Landmark Science & Engineering won the Conceptor Award at ACEC Delaware’s Engineering Excellence Awards ceremony at the 2022 Engineer Week Banquet held this year on June 16, 2022. The Conceptor Award is the second highest award presented in the category for construction projects in the highest cost category of over $5 million. Landmark’s Joseph C. Marvasi was also recognized as a new Professional Engineer by the Delaware Association of Professional Engineers (DAPE) at this rescheduled banquet.
Fairview Campus Set New Standards for School Development
Delaware’s first public K-12 school, Fairview Campus, located in the fast-growing Middletown-Odessa-Townsend area, was recognized as a school model that set new standards for school development. With the civil engineering site design of unique, low-impact stormwater elements, combined with shared building components and site infrastructure, the 272-acres of farmland – a large tract of prime land – was able to remain intact and meet all of the community’s educational needs in one campus setting, rather than on four separate school sites with many costly redundancies. It is also possible that less overall land will ultimately be removed from the public tax rolls by consolidating the four schools on one site.
In addition to the design of low-impact stormwater facilities, approval of parking variances allowed for shared vehicle parking and bus loading area that eliminated about 1,000 parking spaces – or 10 acres – of impervious parking surfaces. This helped with greening of the site, maintaining more natural habitat, improving water quality, and saving construction costs, as well as operating and maintenance costs that the school district will realize for many years to come.

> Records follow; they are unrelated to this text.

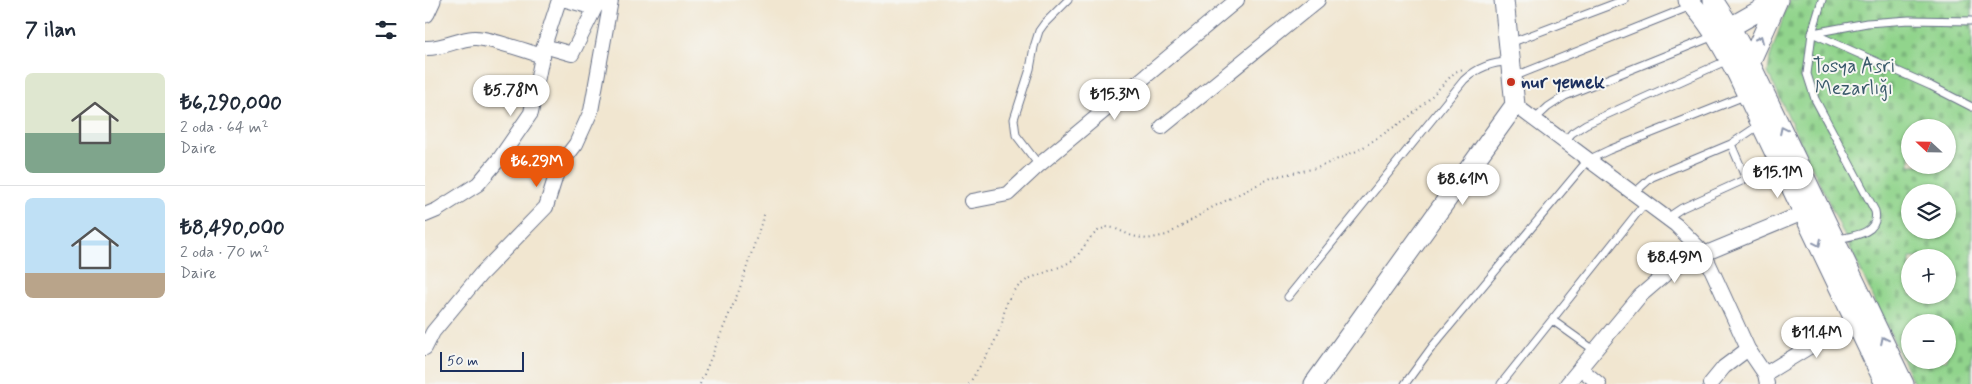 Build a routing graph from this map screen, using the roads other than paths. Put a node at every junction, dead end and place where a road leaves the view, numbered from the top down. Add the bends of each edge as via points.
1 (431, 0) edge
2 (559, 0) edge
3 (566, 0) edge
4 (611, 0) edge
5 (1068, 0) edge
6 (1237, 0) edge
7 (1318, 0) edge
8 (1504, 0) edge
9 (1624, 0) edge
10 (1713, 0) edge
11 (1778, 0) edge
12 (1822, 0) edge
13 (1690, 2) edge
14 (598, 4) edge
15 (425, 13) edge
16 (1972, 21) edge
17 (1723, 32) junction
18 (1813, 33) junction
19 (425, 48) edge
20 (543, 51) junction
21 (1511, 61) junction
22 (1739, 66) junction
23 (1747, 95) junction
24 (1515, 105) junction
25 (1972, 107) edge
26 (1534, 120) junction
27 (1761, 124) junction
28 (1162, 127) dead end
29 (1563, 142) junction
30 (1731, 144) junction
31 (1587, 160) junction
32 (1039, 165) junction
33 (1633, 194) junction
34 (972, 201) dead end
35 (1645, 203) junction
36 (1803, 213) junction
37 (425, 215) edge
38 (1667, 218) junction
39 (1834, 239) junction
40 (1704, 253) junction
41 (1288, 297) dead end
42 (1552, 320) junction
43 (1855, 320) junction
44 (425, 348) edge
45 (1748, 349) junction
46 (1594, 350) junction
47 (1580, 368) junction
48 (1766, 379) edge
49 (1314, 384) edge
50 (1405, 384) edge
51 (1501, 384) edge
52 (1567, 384) edge
53 (1599, 384) edge
54 (1710, 384) edge
55 (1885, 384) edge
56 (1904, 384) edge

1 - 15 main road
2 - 20 street
3 - 14 street
4 - 44 street via 591,111 576,144 559,166 546,207 480,276 433,332
5 - 32 lane via 1039,31 1014,119 1017,136
6 - 32 street
7 - 28 street
8 - 21 main road
9 - 21 lane
10 - 17 main road
11 - 17 main road
22 -> 11 main road
12 - 18 lane
13 - 17 main road
13 - 21 lane
14 - 20 street via 572,54
16 - 18 lane via 1901,20
17 - 22 main road
17 - 26 lane via 1565,96
18 - 25 lane
18 - 39 lane via 1807,74 1815,99 1877,217 1869,230
19 - 20 street via 436,49 477,38
20 - 37 street via 531,113 500,158 478,184
21 - 24 main road
21 - 41 lane via 1491,64 1464,80
22 - 23 main road
22 - 29 lane via 1586,124
39 -> 22 main road
23 - 27 main road
23 - 31 lane
24 - 26 street
24 - 49 main road
26 - 29 street
27 - 30 lane
27 - 36 main road
29 - 31 street
30 - 33 lane via 1653,178
30 - 38 lane via 1746,179
31 - 33 street
31 - 50 lane
32 - 34 street via 1008,194
33 - 35 street
35 - 38 street
35 - 42 lane
36 - 40 street
36 -> 43 main road
38 - 40 street
56 -> 39 main road
40 - 45 street
40 - 46 street via 1675,266 1654,283
42 - 46 lane
42 - 51 lane
43 - 48 street
43 - 55 main road
45 - 48 street
45 - 54 street via 1724,367
46 - 47 street
47 - 52 street
47 - 53 street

Pedestrian-Safe Dual Loop Roads
All classroom buildings were designed with frontage around a central green, with an inner loop road for parent drop-off of students that is segregated from bus, staff, and student parking by directing those vehicles to an outer loop road. Vehicle access to the separated loop roads is via a single, dual lane entrance/exit boulevard and roundabout. Activity centers, such as the performing arts center, gymnasium, and sports complex with tennis courts, track and field, athletic fields, and stadium, are all situated with direct access to the outer loop.
The 4,000-student, 571,000 square foot campus was designed for completion in two phases to meet the vision and needs of the District, while minimizing development costs. The first phase of the campus (K-5) opened in August 2012 with completion of site infrastructure, entrance, four-lane boulevard and roundabout, and the first two schools: Spring Meadow Early Childhood Center and Old State Elementary.
The second phase of the campus was completed in September 2020, allowing sixth and ninth graders to start in Cantwell’s Bridge Middle and Odessa High, respectively, with the plan to add one grade per year. This sequencing allowed the middle school to host Silver Lake Elementary students in 2020 while their school expansion was being completed, and the high school to host Everett Meredith Middle students in 2021 until their school reconstruction is complete in 2022. The middle and high school buildings are connected with major shared building components, including a big box performing arts center, to create one continuous and unified facility. The site features an Ag building and attached greenhouse with a fenced animal area. The athletic facilities comprise six tennis courts, a 10-field sports complex with a combination of natural turf fields, with irrigation hydrants, two synthetic turf football/soccer fields, a rubberized 8-lane track, and a field house and stadium with LED lighting and fencing.
Unified Construction Plan
Fairview’s unified construction plan saved a lot of money by thinking ‘outside the box.’ Capital cost savings were derived from reducing the overall infrastructure built for one site vs. four separate school sites. Shared infrastructure includes: 1) stormwater management facilities, 2) utilities, 3) entrance, 4) roads, 5) parking lots, 6) access ways, 7) athletic amenities.
Clustering the buildings around a central campus allowed utilities, such as sewer, water, etc., to be installed via central trunks from a single source, creating additional infrastructure cost savings. The project needed only one water meter pit rather than four, saving $90,000, three fewer connections to the water system saved $50,000, and three fewer sewer connections saved $20,000. Three fewer vehicular entrances onto a public road saved $450,000 and reduction of 10 acres of paving saved +$5,000,000. Similar financial benefits occurred with every other element of the infrastructure and shared school facilities. Economies of scale also played a role in savings. Long-term operating and maintenance costs savings of the stormwater management and other facilities will be realized, and bus routes are consolidated, shortening routes.